*** Opening Dataset ***

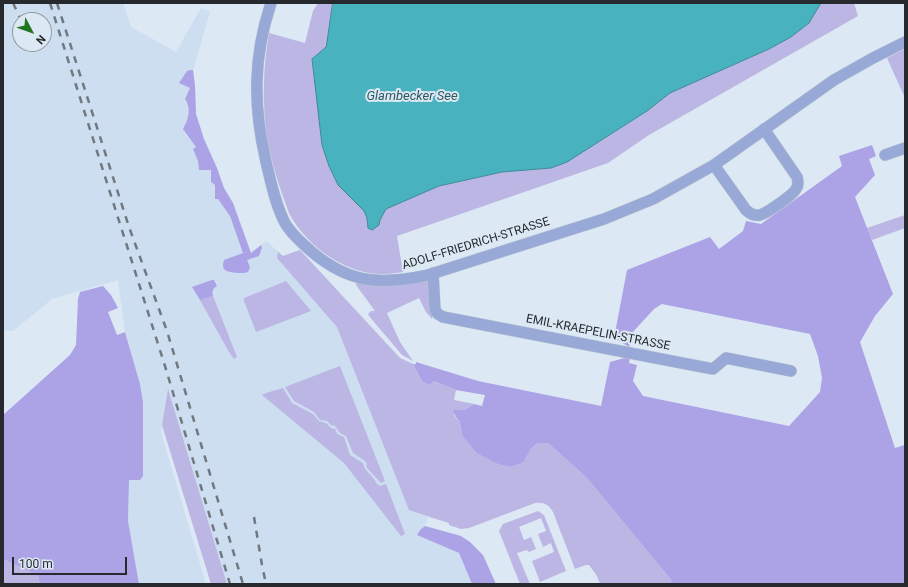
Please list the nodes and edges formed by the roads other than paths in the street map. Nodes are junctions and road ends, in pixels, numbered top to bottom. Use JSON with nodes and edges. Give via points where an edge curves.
{"nodes":[{"id":1,"x":271,"y":3,"type":"edge"},
{"id":2,"x":905,"y":42,"type":"edge"},
{"id":3,"x":764,"y":129,"type":"junction"},
{"id":4,"x":905,"y":148,"type":"edge"},
{"id":5,"x":885,"y":155,"type":"dead end"},
{"id":6,"x":714,"y":164,"type":"junction"},
{"id":7,"x":433,"y":273,"type":"junction"},
{"id":8,"x":791,"y":371,"type":"dead end"}],
"edges":[{"from":1,"to":7,"type":"street","name":"ADOLF-FRIEDRICH-STRASSE","via":[[259,50],[257,98],[260,135],[276,200],[286,224],[317,256],[352,276],[386,282]]},
{"from":2,"to":3,"type":"street","name":"ADOLF-FRIEDRICH-STRASSE","via":[[834,80]]},
{"from":3,"to":6,"type":"street","name":"ADOLF-FRIEDRICH-STRASSE"},
{"from":3,"to":6,"type":"street","via":[[797,177],[797,188],[794,193],[764,213],[750,213]]},
{"from":4,"to":5,"type":"street"},
{"from":6,"to":7,"type":"street","name":"ADOLF-FRIEDRICH-STRASSE","via":[[674,188],[624,212]]},
{"from":7,"to":8,"type":"street","name":"EMIL-KRAEPELIN-STRASSE","via":[[435,310],[443,317],[713,369],[726,358]]}]}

*** Closing Dataset ***

What the task asks: An exact copy of the entries above is needed, with the pictures removed.

Result for this exercise:
Please list the nodes and edges formed by the roads other than paths in the street map. Nodes are junctions and road ends, in pixels, numbered top to bottom. Use JSON with nodes and edges. Give via points where an edge curves.
{"nodes":[{"id":1,"x":271,"y":3,"type":"edge"},
{"id":2,"x":905,"y":42,"type":"edge"},
{"id":3,"x":764,"y":129,"type":"junction"},
{"id":4,"x":905,"y":148,"type":"edge"},
{"id":5,"x":885,"y":155,"type":"dead end"},
{"id":6,"x":714,"y":164,"type":"junction"},
{"id":7,"x":433,"y":273,"type":"junction"},
{"id":8,"x":791,"y":371,"type":"dead end"}],
"edges":[{"from":1,"to":7,"type":"street","name":"ADOLF-FRIEDRICH-STRASSE","via":[[259,50],[257,98],[260,135],[276,200],[286,224],[317,256],[352,276],[386,282]]},
{"from":2,"to":3,"type":"street","name":"ADOLF-FRIEDRICH-STRASSE","via":[[834,80]]},
{"from":3,"to":6,"type":"street","name":"ADOLF-FRIEDRICH-STRASSE"},
{"from":3,"to":6,"type":"street","via":[[797,177],[797,188],[794,193],[764,213],[750,213]]},
{"from":4,"to":5,"type":"street"},
{"from":6,"to":7,"type":"street","name":"ADOLF-FRIEDRICH-STRASSE","via":[[674,188],[624,212]]},
{"from":7,"to":8,"type":"street","name":"EMIL-KRAEPELIN-STRASSE","via":[[435,310],[443,317],[713,369],[726,358]]}]}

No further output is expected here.